An audit of the 2021 activities from Title X Family Planning Program grantees showed that the Title X clinics continue to be instrumental in pushing preventive care access to a low-income and otherwise disadvantaged patient population.
The report, published by the HHS Office of Population Affairs, which also oversees Title X, found that 2021 saw more preventive care access at the clinics, with more women seeking cervical and breast cancer screenings than in 2020. In 2021, 324,536 women accessed a cervical cancer screening at a Title X clinic, while 364,731 accessed a breast cancer screening.
That’s around 27,500 and 29,500 more women accessing preventive cervical and breast cancer screenings at Title X clinics than the previous year, respectively.
And it’s not just women receiving preventive screenings in Title X clinics. In 2021, both women and men accessed STI testing at Title X clinics in higher numbers than in 2020. Although the number of women getting tested for chlamydia stayed about the same from 2020 to 2021, the number of those accessing tests for other STIs increased at least modestly.
The Title X Family Planning program continued to prove instrumental in facilitating preventive care access for traditionally underserved populations in particular. Notably, 65 percent of those accessing Title X clinics had family incomes at or below the poverty level. About half were under age 30, and 85 percent were female.

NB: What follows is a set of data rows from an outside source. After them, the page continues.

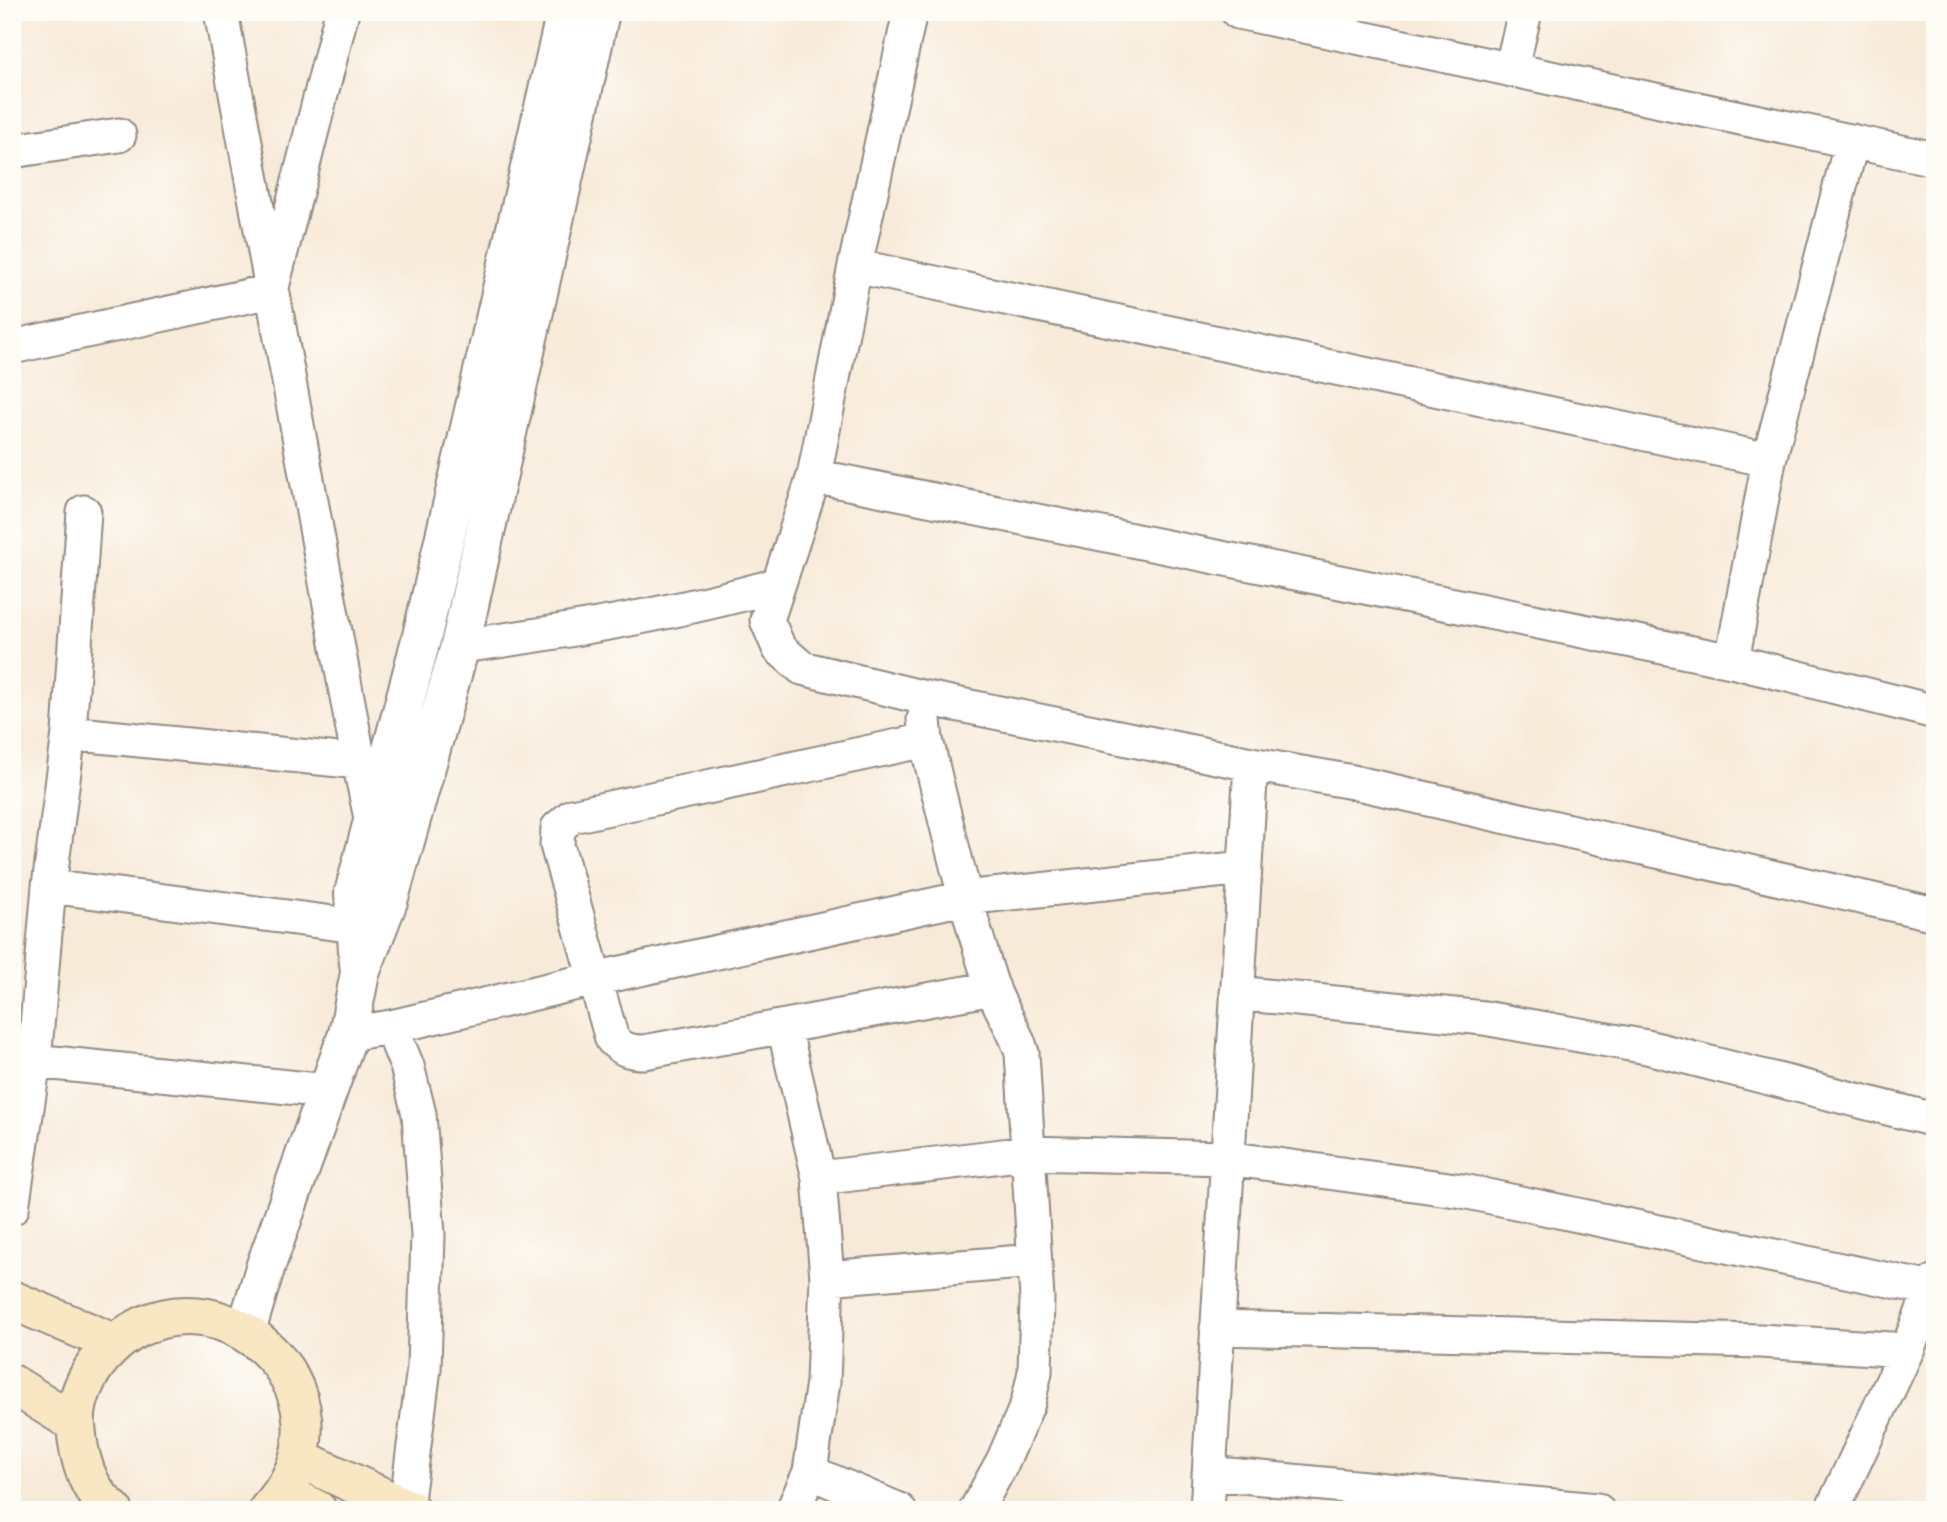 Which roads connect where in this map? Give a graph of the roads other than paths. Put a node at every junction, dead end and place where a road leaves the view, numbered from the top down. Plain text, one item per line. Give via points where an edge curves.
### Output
1 (221, 12) edge
2 (342, 12) edge
3 (566, 12) edge
4 (600, 12) edge
5 (910, 12) edge
6 (1238, 12) edge
7 (1525, 12) edge
8 (1511, 70) junction
9 (119, 135) dead end
10 (1852, 141) junction
11 (12, 151) edge
12 (1935, 159) edge
13 (855, 266) junction
14 (271, 291) junction
15 (12, 346) edge
16 (1769, 460) junction
17 (814, 476) junction
18 (84, 512) dead end
19 (778, 585) junction
20 (460, 646) junction
21 (1732, 661) junction
22 (921, 696) junction
23 (1935, 712) edge
24 (69, 733) junction
25 (926, 740) junction
26 (359, 762) junction
27 (1251, 764) junction
28 (372, 822) junction
29 (1244, 868) junction
30 (49, 886) junction
31 (964, 898) junction
32 (1935, 914) edge
33 (373, 919) junction
34 (594, 979) junction
35 (993, 988) junction
36 (1237, 993) junction
37 (391, 1027) junction
38 (784, 1027) junction
39 (348, 1034) junction
40 (34, 1061) junction
41 (327, 1091) junction
42 (1935, 1119) edge
43 (1027, 1153) junction
44 (1227, 1158) junction
45 (819, 1178) junction
46 (12, 1208) edge
47 (1034, 1261) junction
48 (827, 1278) junction
49 (1933, 1285) edge
50 (12, 1300) edge
51 (1217, 1328) junction
52 (247, 1331) junction
53 (114, 1343) junction
54 (1907, 1350) junction
55 (12, 1384) edge
56 (75, 1423) junction
57 (299, 1458) junction
58 (810, 1472) junction
59 (1209, 1473) junction
60 (275, 1502) edge
61 (105, 1507) edge
62 (408, 1509) edge
63 (317, 1510) edge
64 (793, 1510) edge
65 (899, 1510) edge
66 (976, 1510) edge
67 (1207, 1510) edge
68 (1597, 1510) edge
69 (1832, 1510) edge

1 - 14 street
2 - 14 street
3 - 28 street via 422,636
4 - 20 street
5 - 13 street
6 - 8 street
7 - 8 street
8 - 10 street
9 - 11 street
10 - 12 street
10 - 16 street
13 - 16 street
13 - 17 street
14 - 15 street
14 - 26 street
16 - 21 street
17 - 19 street
17 - 21 street
18 - 24 street
19 - 20 street via 697,607
19 - 22 street via 767,620 779,648 802,668
20 - 33 street
21 - 23 street
22 - 25 street
22 - 27 street
24 - 26 street
24 - 30 street
25 - 31 street
25 - 34 street via 572,816 558,828 557,845
26 - 28 street
27 - 29 street
27 - 32 street via 1353,782
28 - 33 street via 354,893
29 - 31 street
29 - 36 street
30 - 33 street
30 - 40 street
31 - 34 street
31 - 35 street
33 - 39 street
34 - 37 street
34 - 38 street via 612,1039 630,1052
35 - 38 street
35 - 43 street via 1022,1053
36 - 42 street via 1484,1018 1634,1045
36 - 44 street
37 - 39 street
37 - 62 street via 419,1114 428,1234 424,1368
38 - 45 street
39 - 41 street
40 - 41 street
40 - 46 street
41 - 52 street
43 - 44 street
43 - 45 street
43 - 47 street
44 - 49 street via 1463,1191
44 - 51 street
45 - 48 street
47 - 48 street
47 - 66 street via 1035,1372 1028,1403
48 - 58 street via 823,1382
49 - 54 street
50 - 53 main road
51 - 54 street via 1760,1341
51 - 59 street
52 - 53 main road via 202,1316 156,1320
52 - 57 main road via 270,1349 288,1372 299,1400
53 - 56 main road via 95,1365 81,1393
54 - 69 street
55 - 56 main road
56 - 61 main road via 82,1465
57 - 60 main road
57 - 62 main road
58 - 64 street
58 - 65 street
59 - 67 street
59 - 68 street
60 - 63 main road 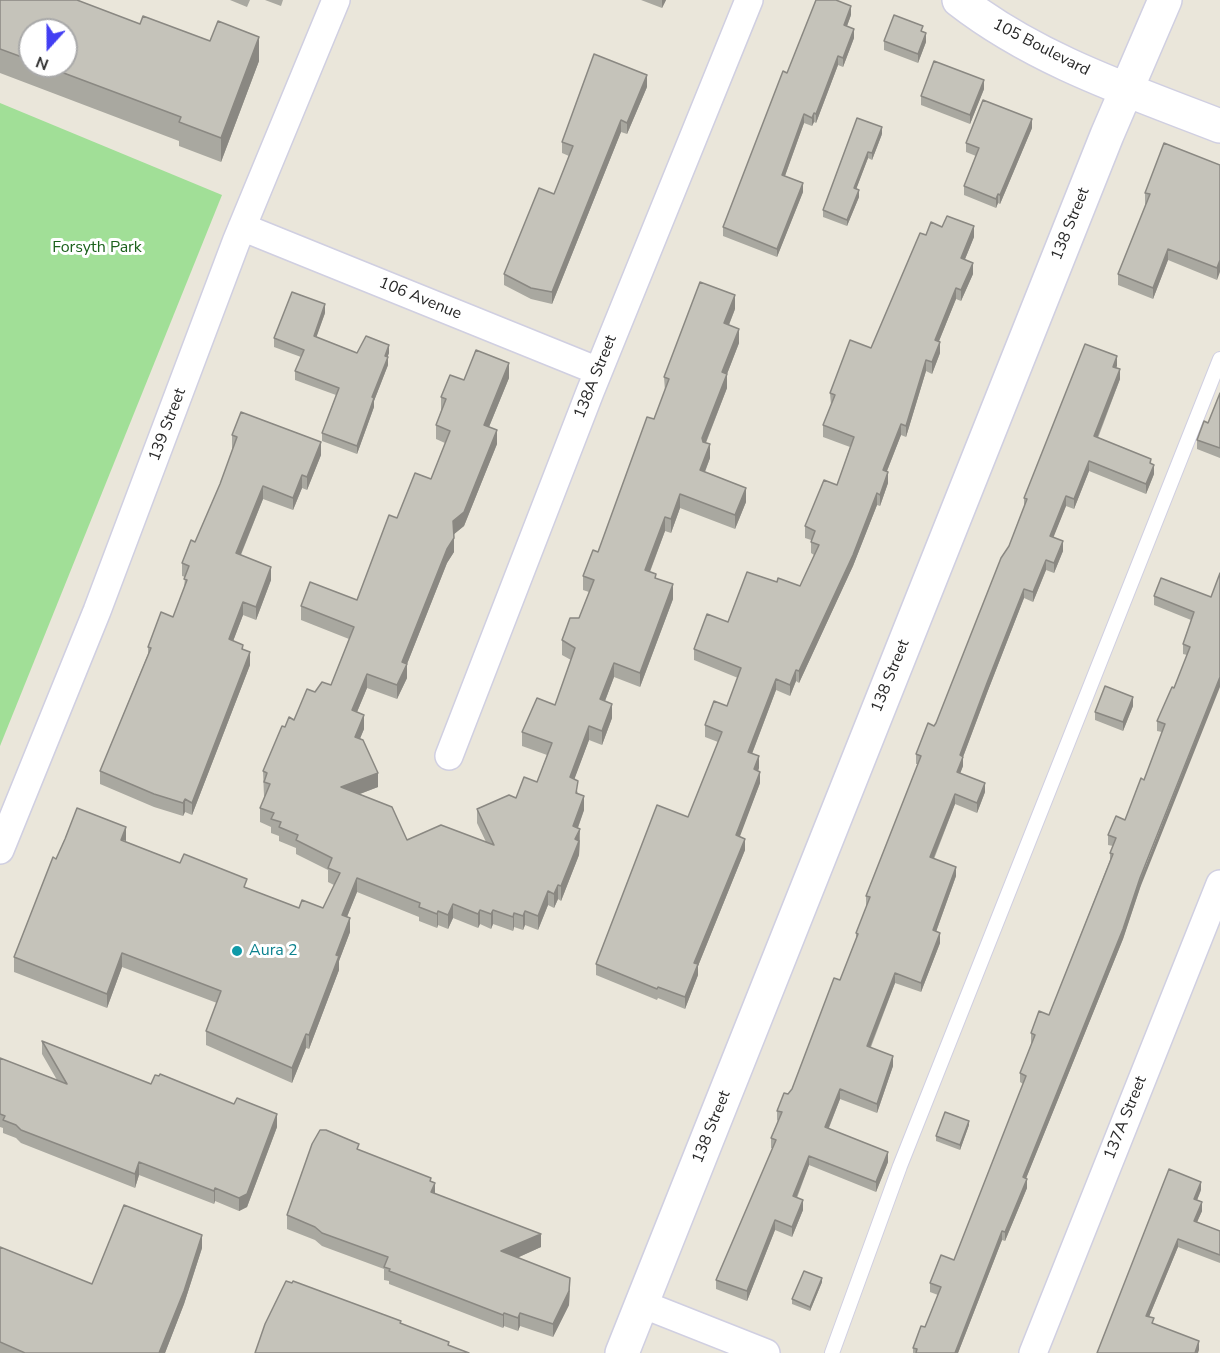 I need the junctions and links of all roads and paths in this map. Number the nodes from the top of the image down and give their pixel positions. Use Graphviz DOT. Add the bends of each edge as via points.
graph roads {
  1 [pos="336,0"];
  2 [pos="749,0"];
  3 [pos="959,0"];
  4 [pos="1165,0"];
  5 [pos="1127,90"];
  6 [pos="1220,126"];
  7 [pos="242,227"];
  8 [pos="1220,359"];
  9 [pos="598,371"];
  10 [pos="448,756"];
  11 [pos="0,850"];
  12 [pos="1220,884"];
  13 [pos="642,1304"];
  14 [pos="622,1353"];
  15 [pos="765,1353"];
  16 [pos="832,1353"];
  17 [pos="1033,1353"];
  1 -- 7 [label="street, 139 Street"];
  2 -- 9 [label="street, 138A Street"];
  3 -- 5 [label="street, 105 Boulevard" via="1035,49"];
  4 -- 5 [label="street, 138 Street"];
  5 -- 6 [label="street, 105 Boulevard"];
  5 -- 13 [label="street, 138 Street"];
  7 -- 9 [label="street, 106 Avenue"];
  7 -- 11 [label="street, 139 Street" via="101,601"];
  8 -- 16 [label="lane" via="900,1166"];
  9 -- 10 [label="street, 138A Street"];
  12 -- 17 [label="street, 137A Street"];
  13 -- 14 [label="street, 138 Street"];
  13 -- 15 [label="street"];
}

Title X clinic patients were also more likely to be uninsured. Title X clinics treated a proportion of uninsured patients (36 percent) that was more than double the national uninsured rate in the US (14 percent) for 2021. When patients had insurance, it was most likely to be public insurance.
Moreover, HHS said Title X clinics serve a racially diverse patient population, with 32 percent of patients identifying with at least one of the non-White race categories such as Black or African American, Asian, Native Hawaiian or Pacific Islander, American Indian or Alaska Native, or more than one race. Thirty-eight percent of patients self-identified as Hispanic or Latino. Meanwhile, around one in five had limited English proficiency.
That said, Title X clinics are still seeing dwindling numbers, although they are creeping up.
The program saw record-low care access in 2020, with 1.54 million patients accessing care at one of the sites. This low was likely caused by a rule from the previous administration barring Title X clinics from counseling patients on abortion services. As a result of that rule, around a quarter of Title X clinics withdrew from the program to preserve free patient-provider communication.
HHS said the Title X Family Planning Program likely continued to see the impacts of that rule, despite the Administration change in early 2021. The rule was reversed in late 2021, so care access growth was modest. In 2021, 1.66 million people received care at a Title X clinic.
Factors like COVID-19 and staffing challenges likewise contributed to the modest growth, HHS said.
This latest HHS data dump comes on top of previous findings about Title X clinics and how they support patient access to care. In April 2022, researchers reported in Health Affairs that Title X clinics provide more of the most or moderately effective contraceptives than health clinics that do not receive Title X funding.
The researchers said the success of the Title X program in facilitating access to contraceptives thus far should serve as a proving ground for further research and investment.
This comes as healthcare experts acknowledge the negative consequences of unintended pregnancies, which account for about 45 percent of all pregnancies in the US.
“Unintended pregnancy is associated with negative health and economic consequences,4 including delays in initiating prenatal care, reduced likelihood of breast-feeding, increased risks for maternal depression and intimate partner violence during pregnancy, and lower maternal educational and economic achievement,” the researchers wrote.